Oscars, Tony Awards and Met Gala are events that require nominees or guests to dress appropriately, and the question “Who are you wearing?” is what presenters and commentators do most on the red carpets. Why? Maybe because a celebrity is built through the brands they decide to wear. It is no coincidence that actress Emma Watson (the famous Hermione from the Harry Potter films) only uses brands that have sustainable designs and that guarantee respect for the environment. It’s a cause she defends, so she chooses the references that align with her.
What you choose to wear on these glamorous nights is also decisive for the impact you have on the audience, with the Met Gala being the place where you can see the boldest bets. Speaking of courage, there is a piece that we currently take for granted, as it has already become recurrent in all collections, be they spring-summer or autumn-winter, but which did not have the same reception when it first appeared. I’m talking precisely about the women’s suit or Le Smoking, named after its great creator – Yves Saint Laurent (YSL). The famous phrase “fashion fades, style is eternal” was used by him to refer to his new creation, defending that “for a woman, a tuxedo is an indispensable piece, as she will always feel in style”. Bearing in mind that Le Smoking is practically 60 years old and is an icon of women’s fashion, we can say that YSL was right. However, it was not always like this. Le Smoking – a suit for the ladies – was launched in 1966, included in the creator’s Pop Art collection. Its name was a tribute to the forerunner of the modern black-tie model – the tuxedo with a silk lapel, purposely designed to protect men’s clothing from cigarette ash in clubs at the end of the 19th century. Inspired by the men’s tuxedo, YSL created a model with a belted cut and a softer collar. Although the origin of its inspiration is not entirely clear, it is believed that the creator used the actress Marlene Dietrich as a reference, more specifically the photograph in which she appears dressed in a tuxedo for the character of her debut film in Hollywood.
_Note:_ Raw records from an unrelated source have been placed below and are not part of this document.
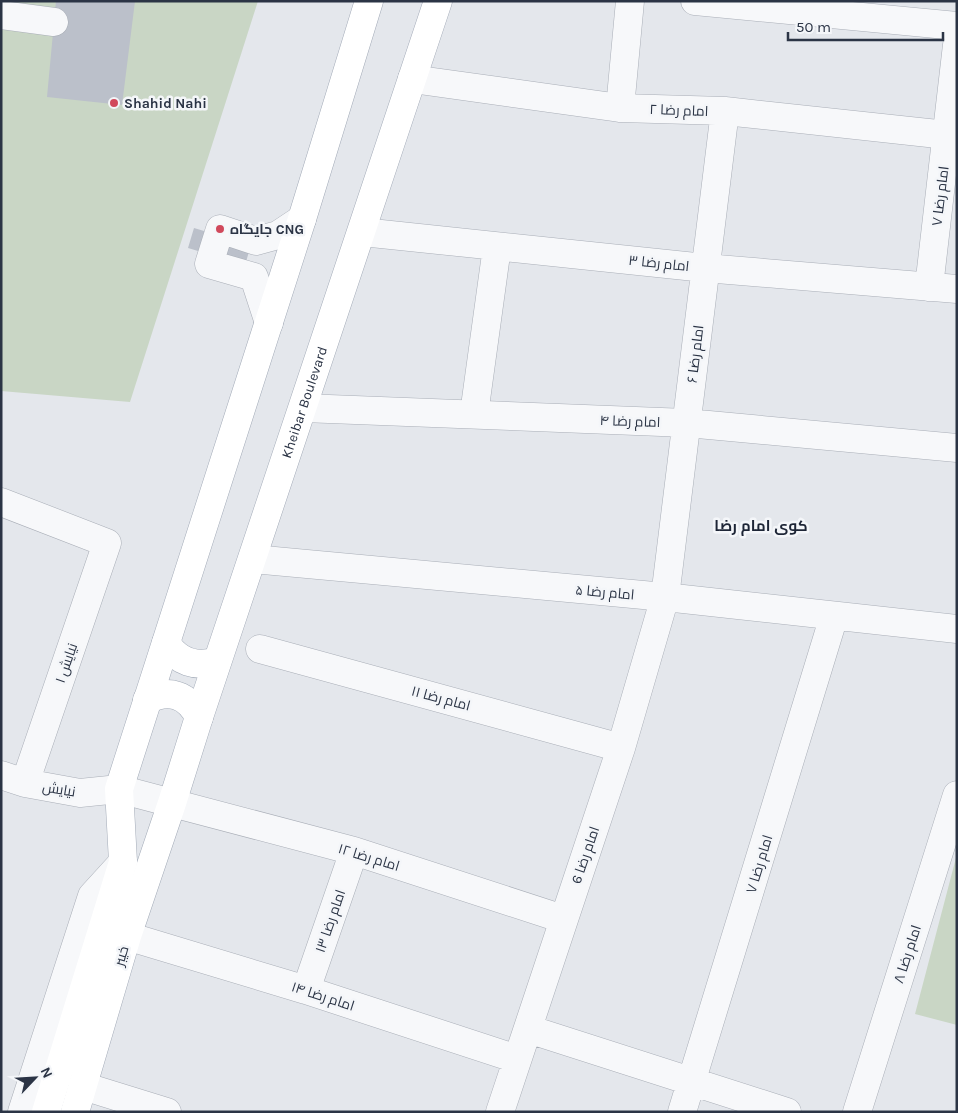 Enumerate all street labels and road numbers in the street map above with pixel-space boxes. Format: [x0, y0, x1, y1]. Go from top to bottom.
street label: امام رضا ۲ [649, 101, 709, 121]
street label: امام رضا ۷ [928, 165, 954, 227]
street label: امام رضا ۳ [628, 252, 690, 276]
street label: امام رضا ۶ [684, 324, 708, 384]
street label: Kheibar Boulevard [278, 344, 331, 460]
street label: امام رضا ۴ [599, 412, 661, 432]
street label: امام رضا ۵ [575, 581, 635, 605]
street label: نیایش ۱ [52, 641, 81, 685]
street label: امام رضا ۱۱ [409, 682, 472, 715]
street label: نیایش [41, 779, 77, 800]
street label: امام رضا 6 [568, 824, 604, 886]
street label: امام رضا ۷ [743, 833, 777, 896]
street label: امام رضا ۱۲ [336, 840, 402, 876]
street label: امام رضا ۱۳ [312, 887, 350, 955]
street label: امام رضا ۸ [890, 923, 926, 986]
street label: خیبر [110, 944, 132, 969]
street label: امام رضا ۱۴ [289, 978, 356, 1016] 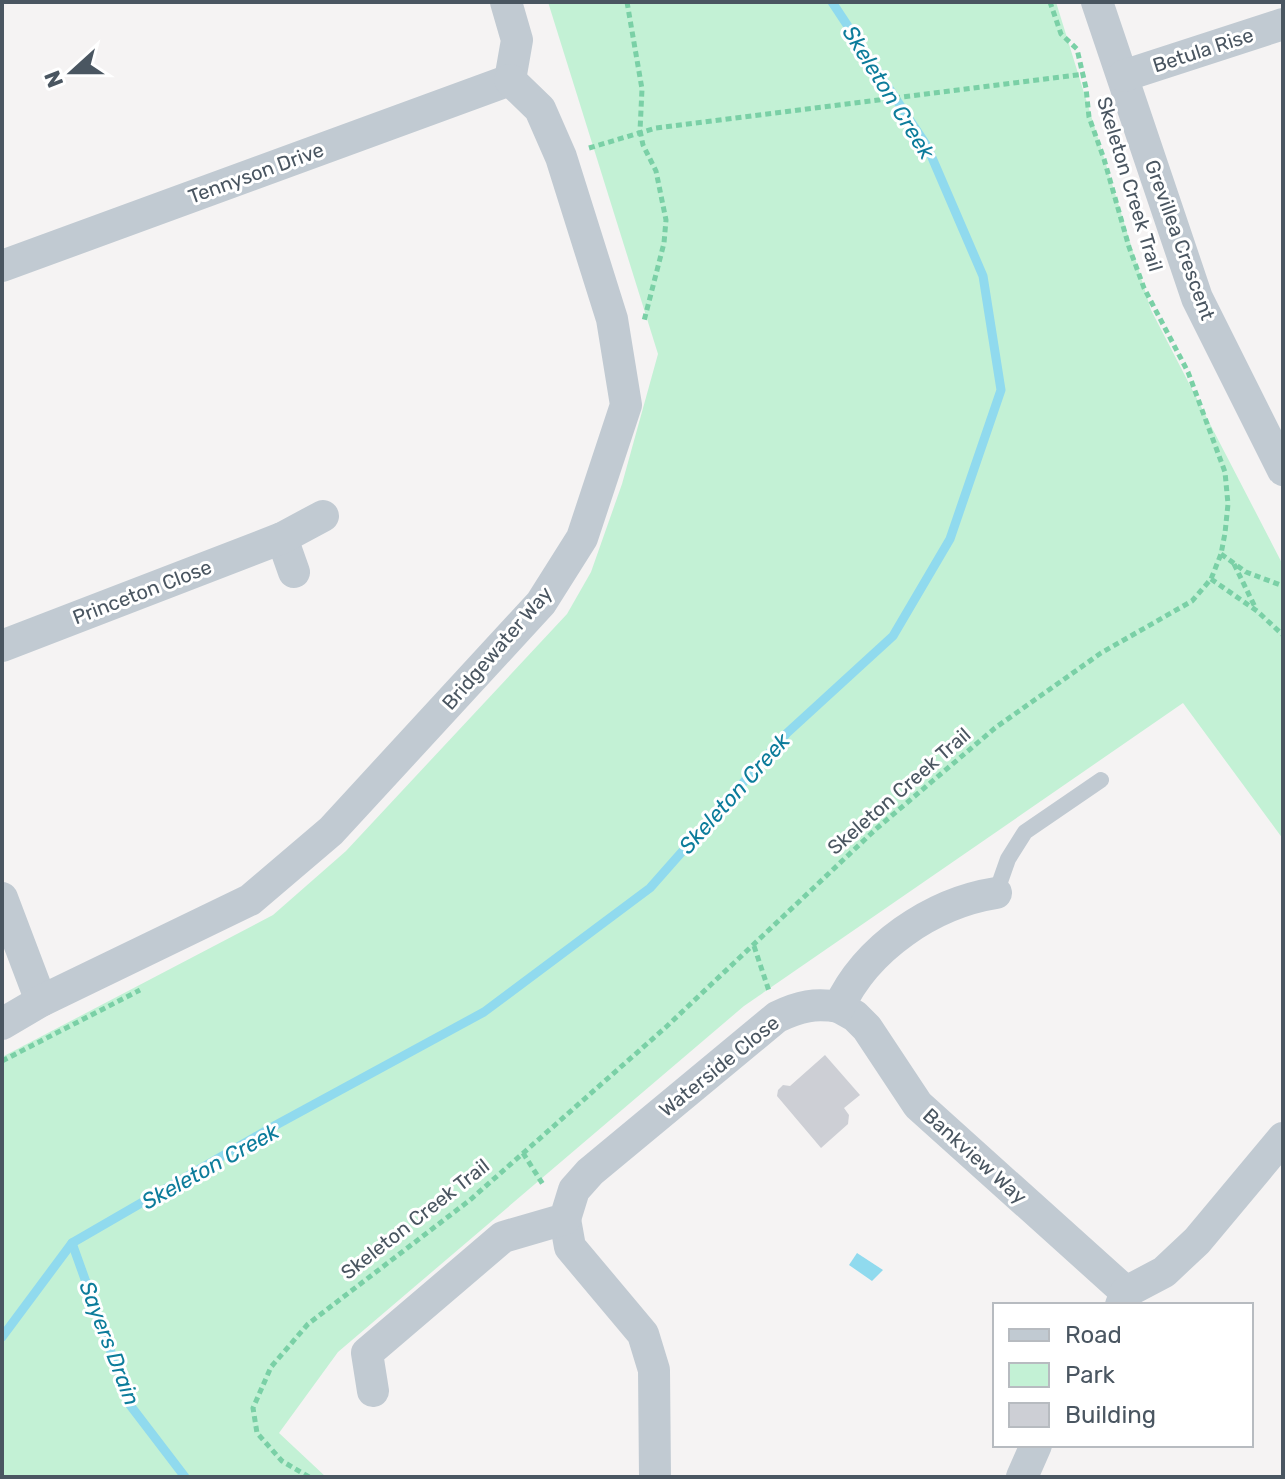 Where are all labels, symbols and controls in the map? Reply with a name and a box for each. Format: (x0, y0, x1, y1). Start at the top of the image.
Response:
water label: Skeleton Creek (837, 20, 941, 165)
street label: Betula Rise (1150, 22, 1256, 78)
north arrow (32, 32, 112, 112)
text: N (38, 67, 69, 91)
street label: Skeleton Creek Trail (1092, 94, 1168, 274)
street label: Tennyson Drive (185, 137, 327, 209)
street label: Grevillea Crescent (1140, 157, 1220, 324)
street label: Princeton Close (69, 554, 215, 630)
street label: Bridgewater Way (437, 581, 557, 715)
street label: Skeleton Creek Trail (823, 722, 975, 860)
water label: Skeleton Creek (673, 727, 796, 859)
street label: Waterside Close (654, 1010, 784, 1122)
street label: Bankview Way (918, 1103, 1032, 1209)
water label: Skeleton Creek (137, 1117, 284, 1215)
street label: Skeleton Creek Trail (336, 1154, 494, 1284)
water label: Sayers Drain (73, 1277, 146, 1409)
legend (993, 1303, 1253, 1447)
text: Road (1065, 1321, 1122, 1349)
text: Park (1065, 1361, 1116, 1389)
text: Building (1065, 1401, 1156, 1429) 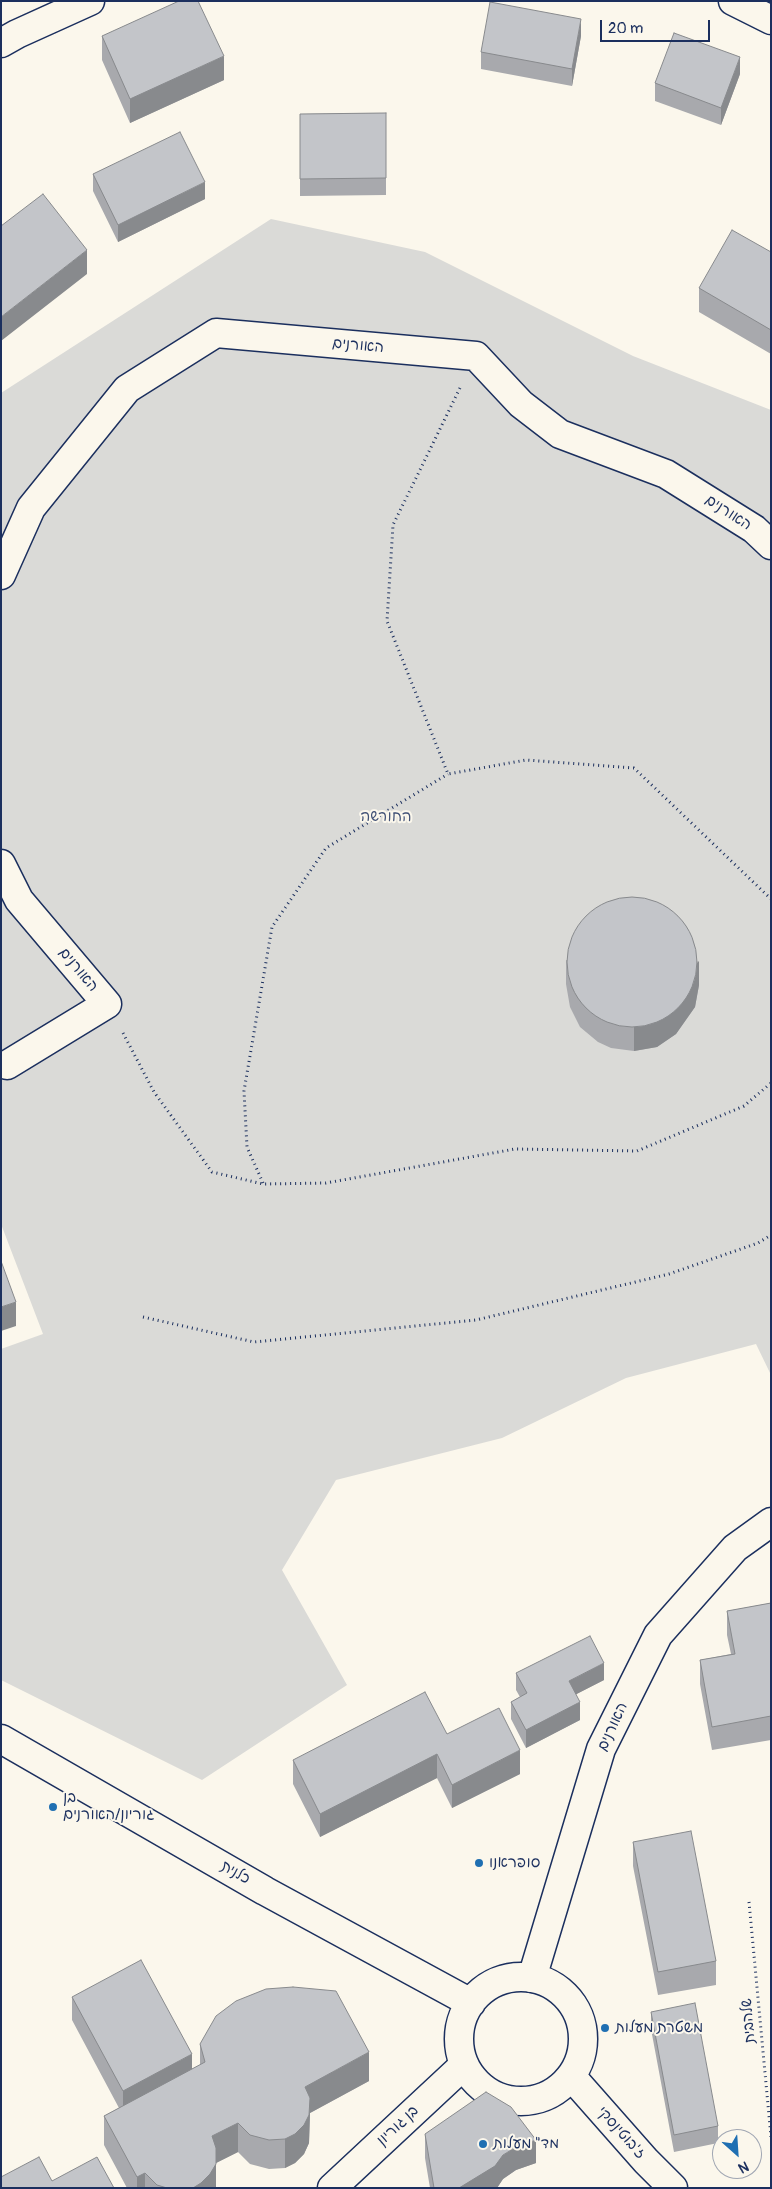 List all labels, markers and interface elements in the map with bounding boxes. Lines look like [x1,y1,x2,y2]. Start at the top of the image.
scale bar [602,10,712,42]
text: 20 m [608,19,643,38]
street label: האורנים [331,335,385,357]
street label: האורנים [701,491,755,535]
park label: החורשה [360,808,412,826]
street label: האורנים [54,944,102,996]
street label: האורנים [594,1700,632,1754]
place label: בן גוריון/האורנים [63,1789,154,1824]
marker: בן גוריון/האורנים [47,1801,59,1813]
place label: סופראנו [489,1854,540,1872]
street label: כלנית [217,1857,253,1889]
marker: סופראנו [473,1857,485,1869]
street label: שלהבית [738,1998,760,2044]
place label: משטרת מעלות [615,2019,703,2037]
marker: משטרת מעלות [599,2022,611,2034]
street label: בן גוריון [373,2102,423,2150]
street label: ז'בוטינסקי [593,2103,649,2163]
north arrow [712,2129,762,2179]
place label: מד" מעלות [493,2135,559,2153]
marker: מד" מעלות [477,2138,489,2150]
text: N [735,2157,751,2177]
YSL believed that female sensuality stood out inside a male suit, as that was the only way “would you be able to fight against an outfit that is not yours”.
Le Smoking was a radical statement for the time, as it was unthinkable for a woman to wear trousers to a formal event. Maybe that’s why his regular haute couture customers weren’t pleased, so he only sold a Le Smoking. However, in September 1966, YSL opened its prêt-à-porter boutique, in the area currently known as the chicest in Paris (Rive Gauche or left side of the river), where a more affordable version of Le Smoking was offered for sale and became an almost instant hit with younger, more open-minded customers. However, it took years for something that today we can easily see on display in any shop window to be transversal to the whole of society. Incredibly, until 2013 there was a French law in place that prohibited women from wearing pants. “The symbol of the modern woman”, as Saint Laurent himself said, is still the target of scrutiny, and its presence is only transversal in western societies.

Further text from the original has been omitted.